**Problem to work on:**
The result should be every line in the data below that carries the string "numbered".

══ Dataset entries ══

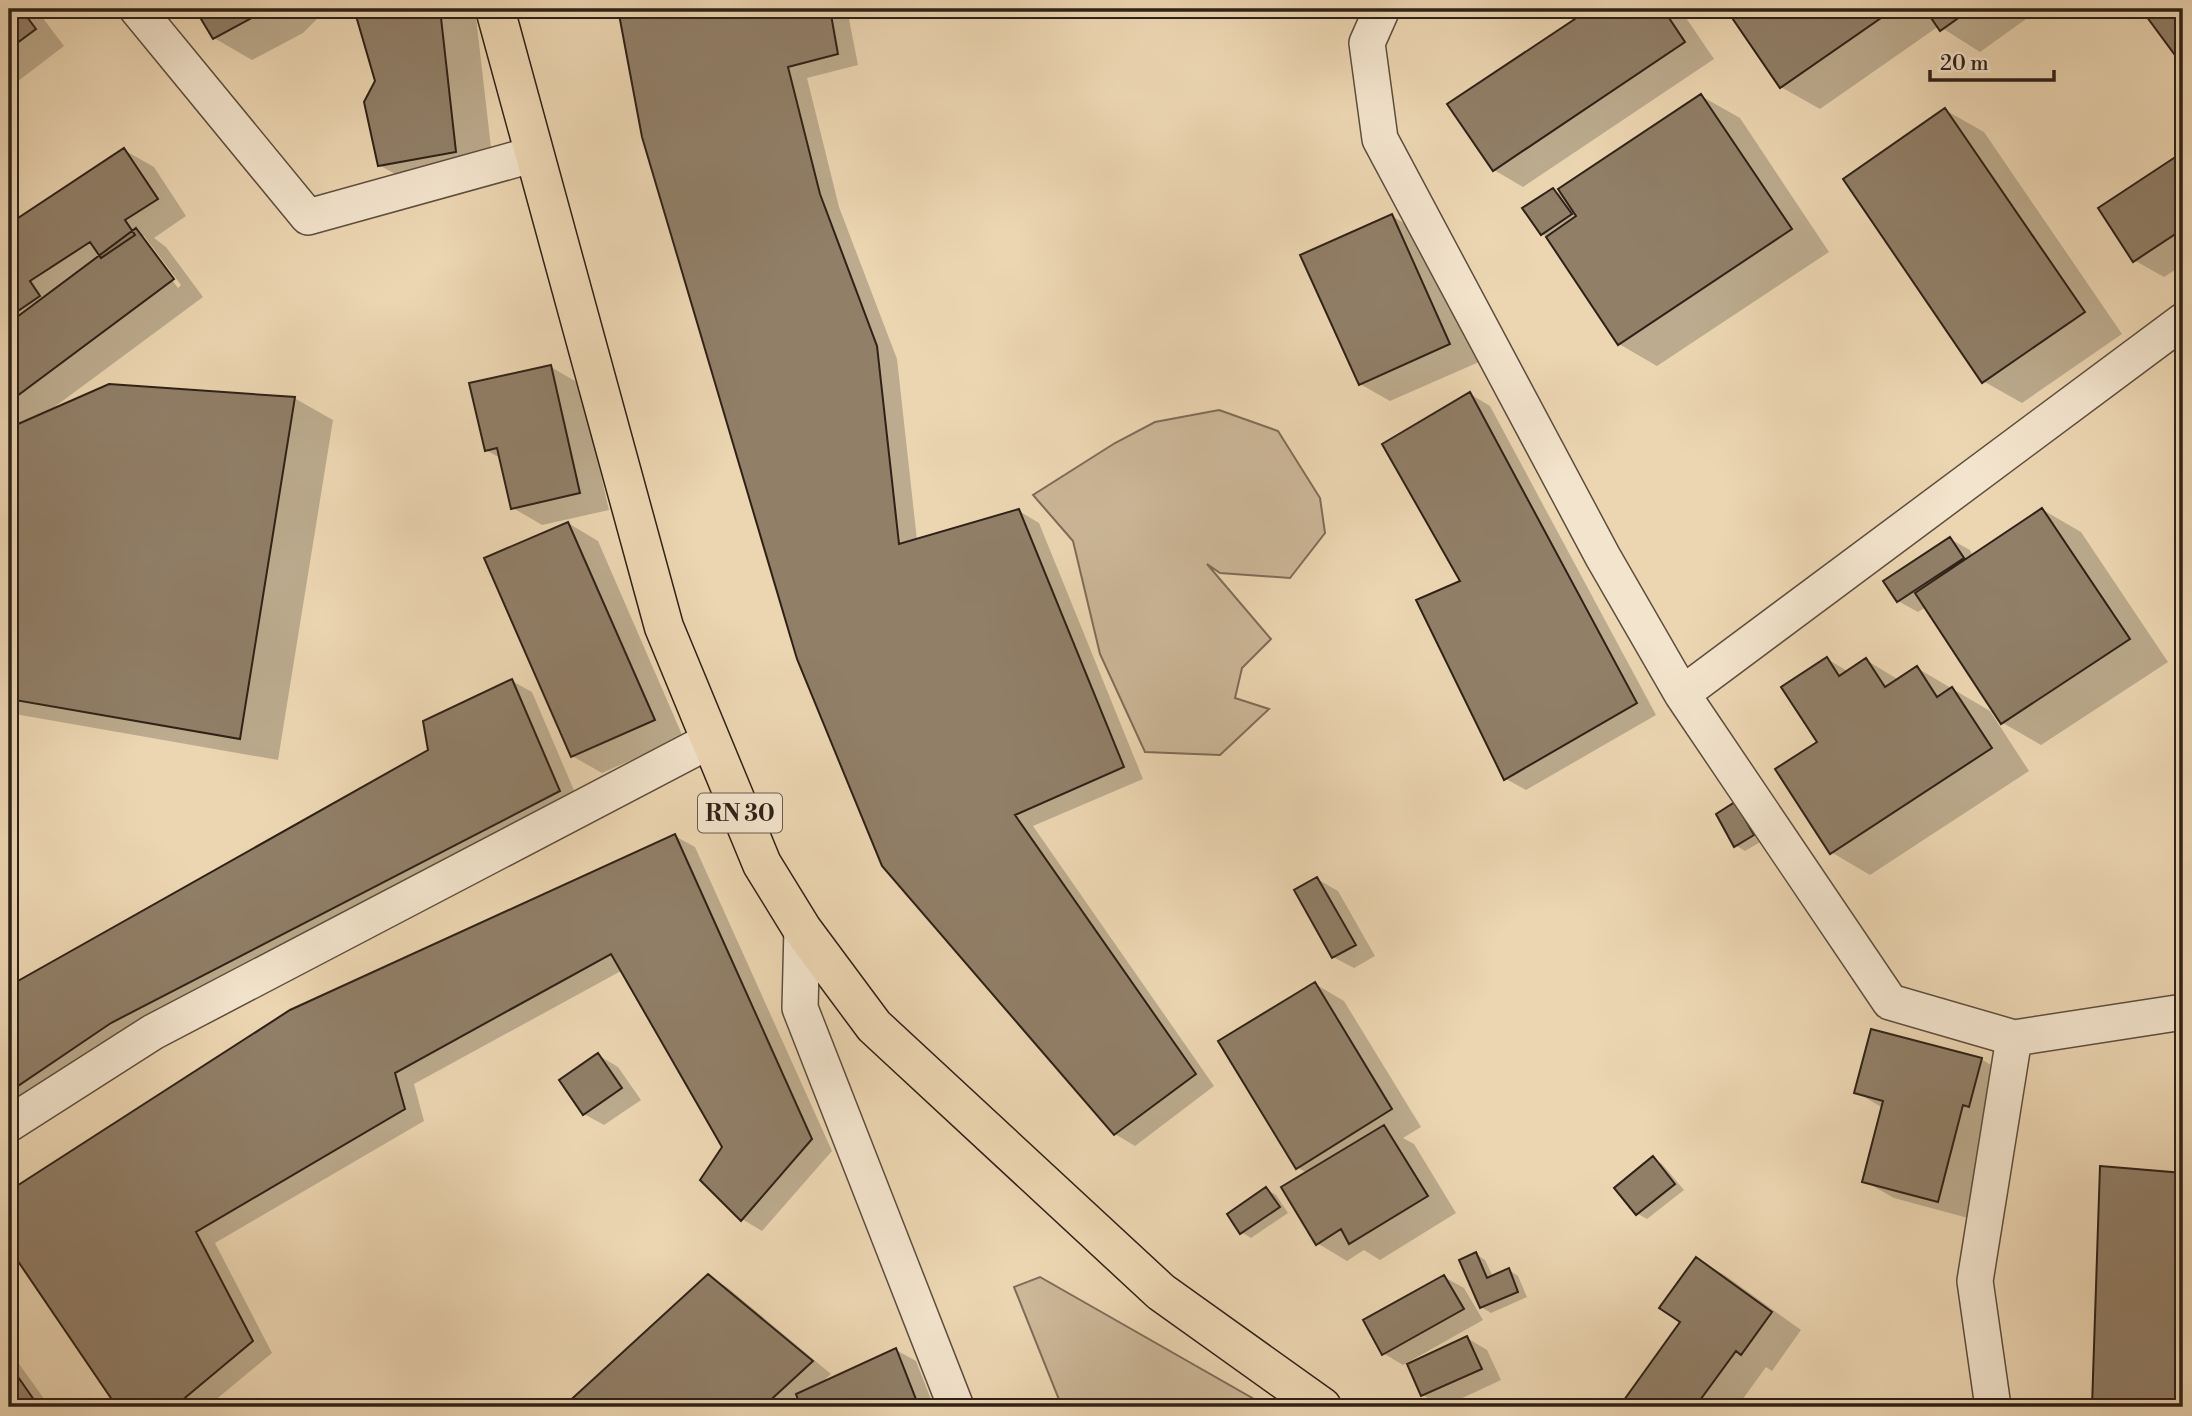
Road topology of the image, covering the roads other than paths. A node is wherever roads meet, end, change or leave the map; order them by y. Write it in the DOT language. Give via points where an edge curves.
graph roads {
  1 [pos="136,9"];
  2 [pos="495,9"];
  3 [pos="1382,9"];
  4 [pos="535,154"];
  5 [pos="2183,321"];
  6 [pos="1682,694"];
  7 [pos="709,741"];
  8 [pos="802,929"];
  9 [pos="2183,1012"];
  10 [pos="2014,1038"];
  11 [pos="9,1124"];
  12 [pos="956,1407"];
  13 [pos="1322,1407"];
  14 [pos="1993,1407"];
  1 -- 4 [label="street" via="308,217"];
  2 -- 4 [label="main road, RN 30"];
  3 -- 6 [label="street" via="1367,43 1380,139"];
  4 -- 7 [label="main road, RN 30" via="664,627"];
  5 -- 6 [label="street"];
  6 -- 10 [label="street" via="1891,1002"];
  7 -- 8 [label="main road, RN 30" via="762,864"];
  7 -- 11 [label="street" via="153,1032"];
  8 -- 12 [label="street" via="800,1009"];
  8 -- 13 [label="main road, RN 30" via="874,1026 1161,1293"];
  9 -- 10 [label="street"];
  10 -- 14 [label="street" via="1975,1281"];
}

═══
══ Dataset entries ══

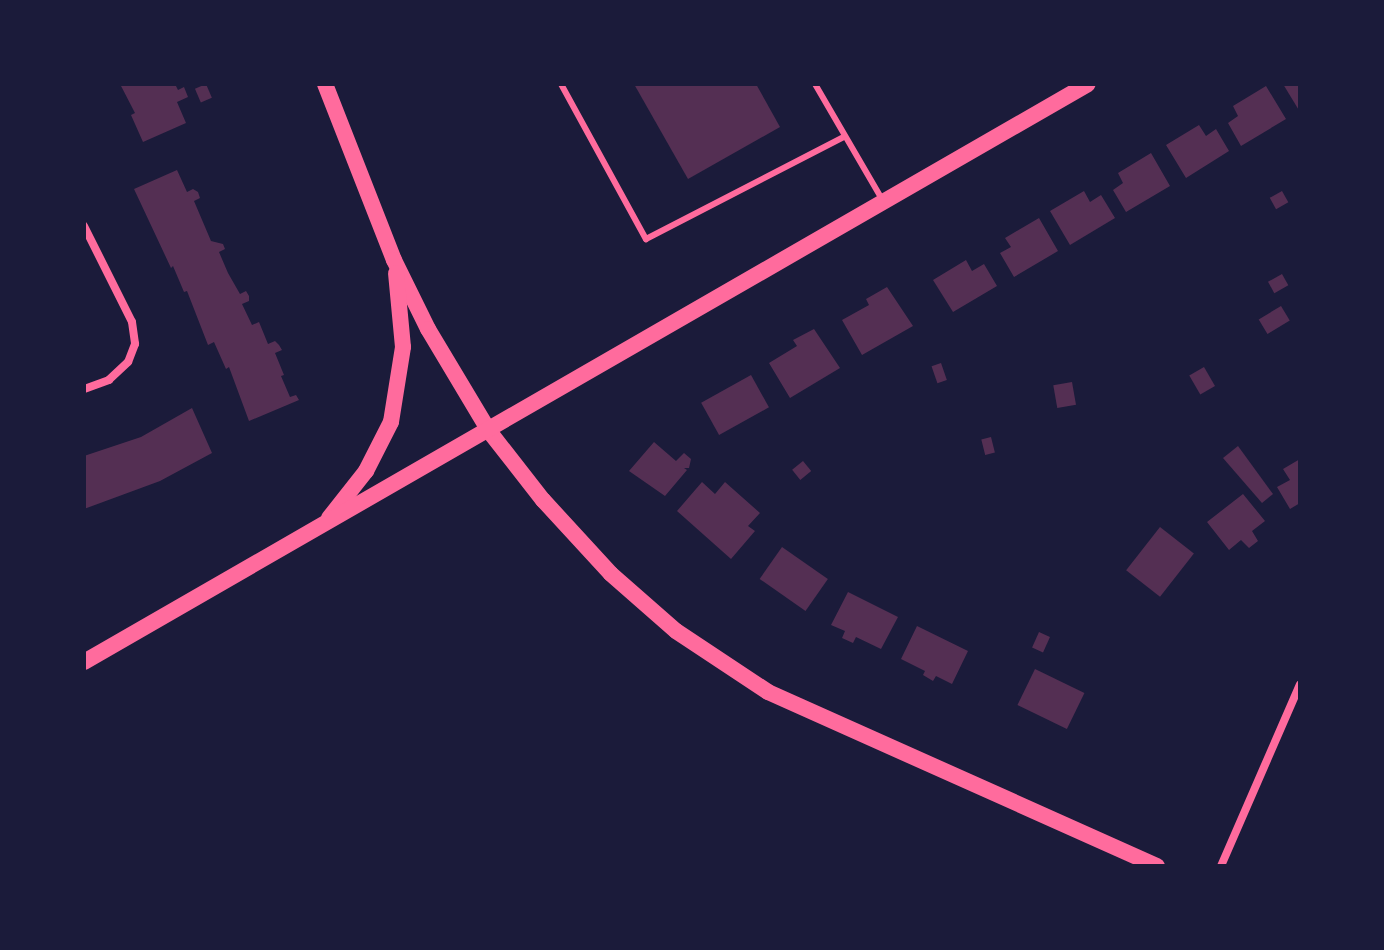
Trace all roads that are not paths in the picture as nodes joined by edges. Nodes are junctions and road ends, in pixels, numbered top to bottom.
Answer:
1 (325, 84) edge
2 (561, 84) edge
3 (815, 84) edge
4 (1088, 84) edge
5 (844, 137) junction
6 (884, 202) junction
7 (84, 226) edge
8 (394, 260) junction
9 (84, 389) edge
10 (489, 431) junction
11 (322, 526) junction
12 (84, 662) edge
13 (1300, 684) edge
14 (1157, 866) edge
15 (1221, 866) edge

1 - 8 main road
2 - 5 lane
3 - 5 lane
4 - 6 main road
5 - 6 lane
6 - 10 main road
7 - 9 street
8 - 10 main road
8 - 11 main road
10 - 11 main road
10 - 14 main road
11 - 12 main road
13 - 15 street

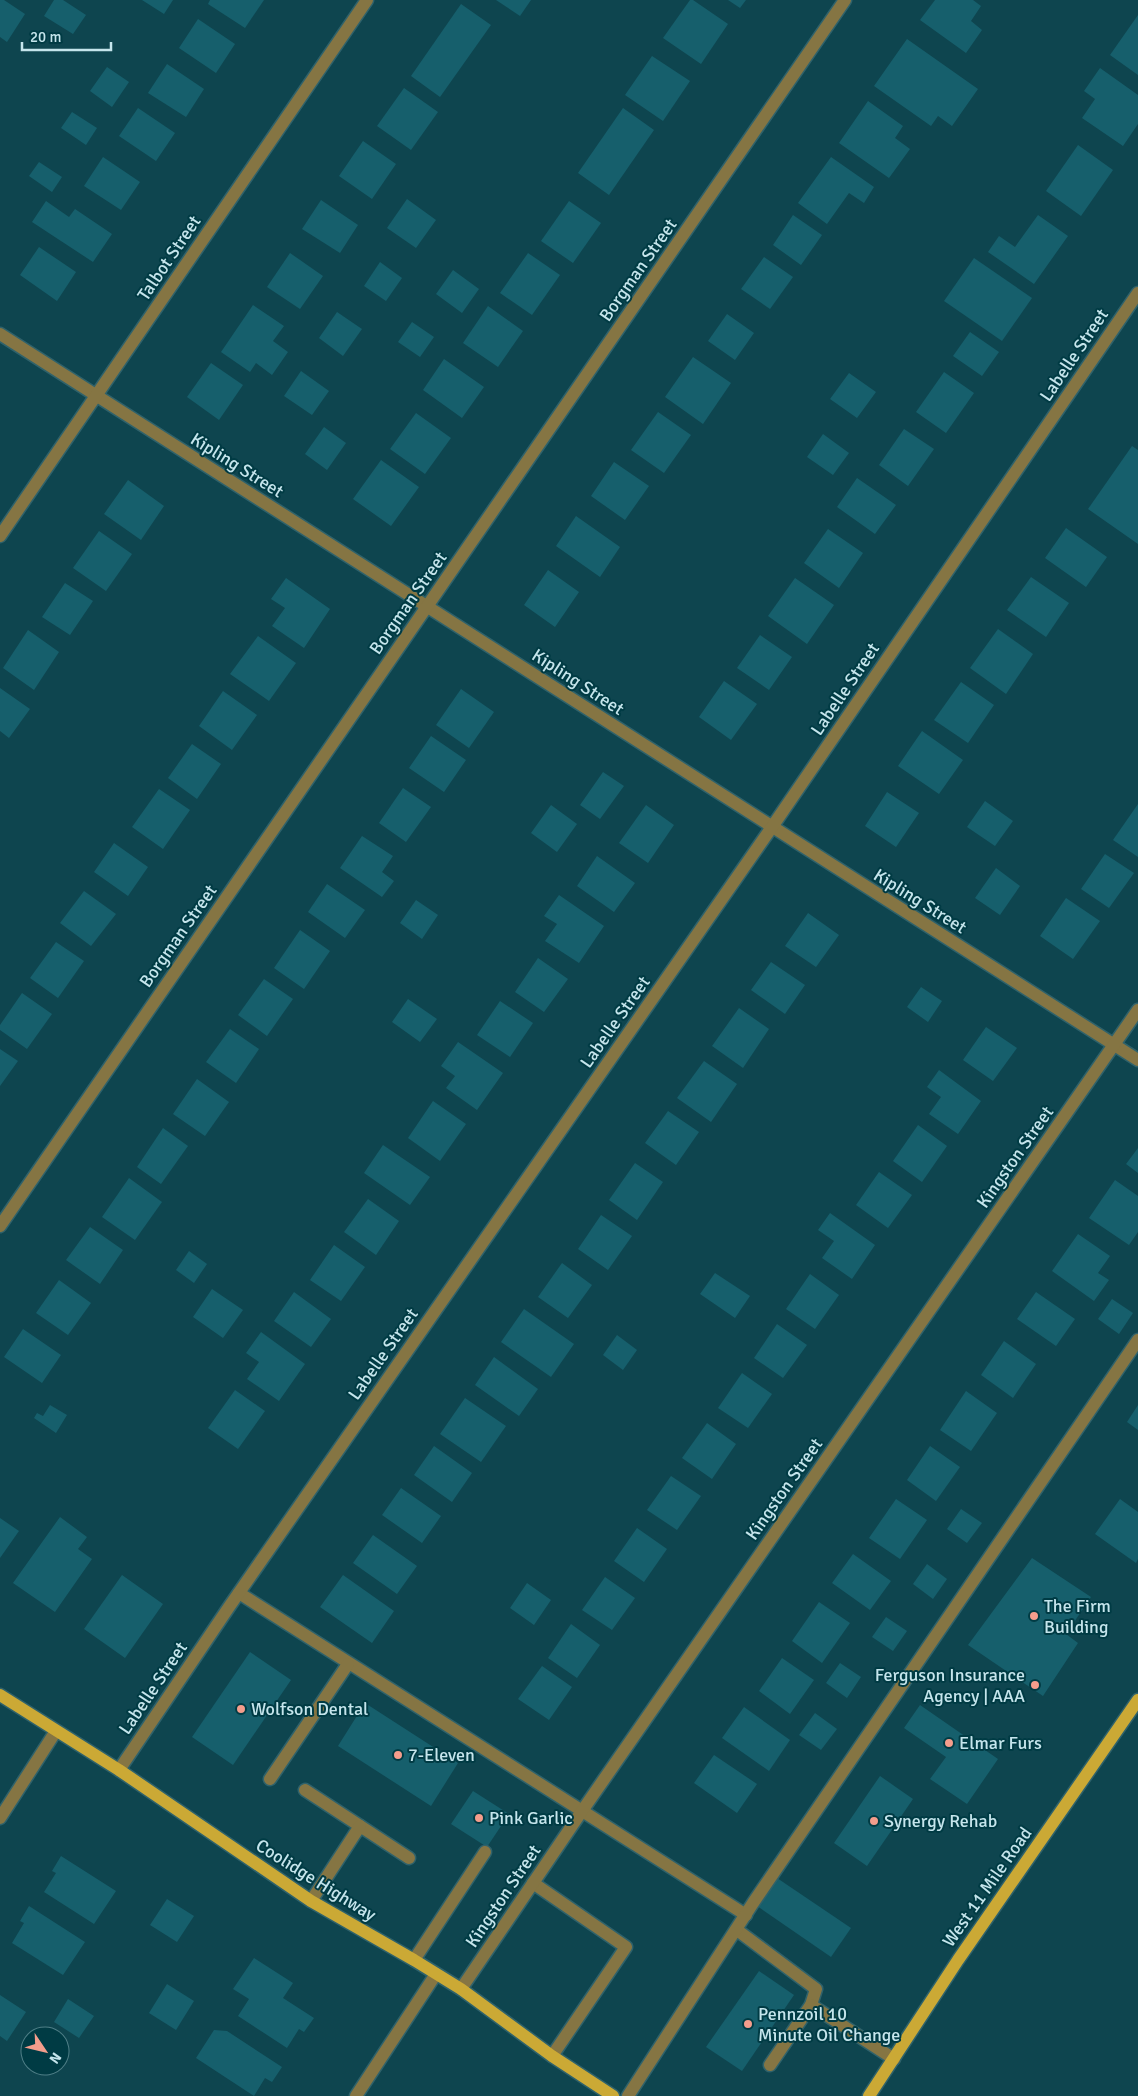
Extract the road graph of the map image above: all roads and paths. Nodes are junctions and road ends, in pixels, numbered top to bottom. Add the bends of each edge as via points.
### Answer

═══

**Result for this exercise:**
Trace all roads that are not paths in the picture as nodes joined by edges. Nodes are junctions and road ends, in pixels, numbered top to bottom.
Extract the road graph of the map image above: all roads and paths. Nodes are junctions and road ends, in pixels, numbered top to bottom. Add the bends of each edge as via points.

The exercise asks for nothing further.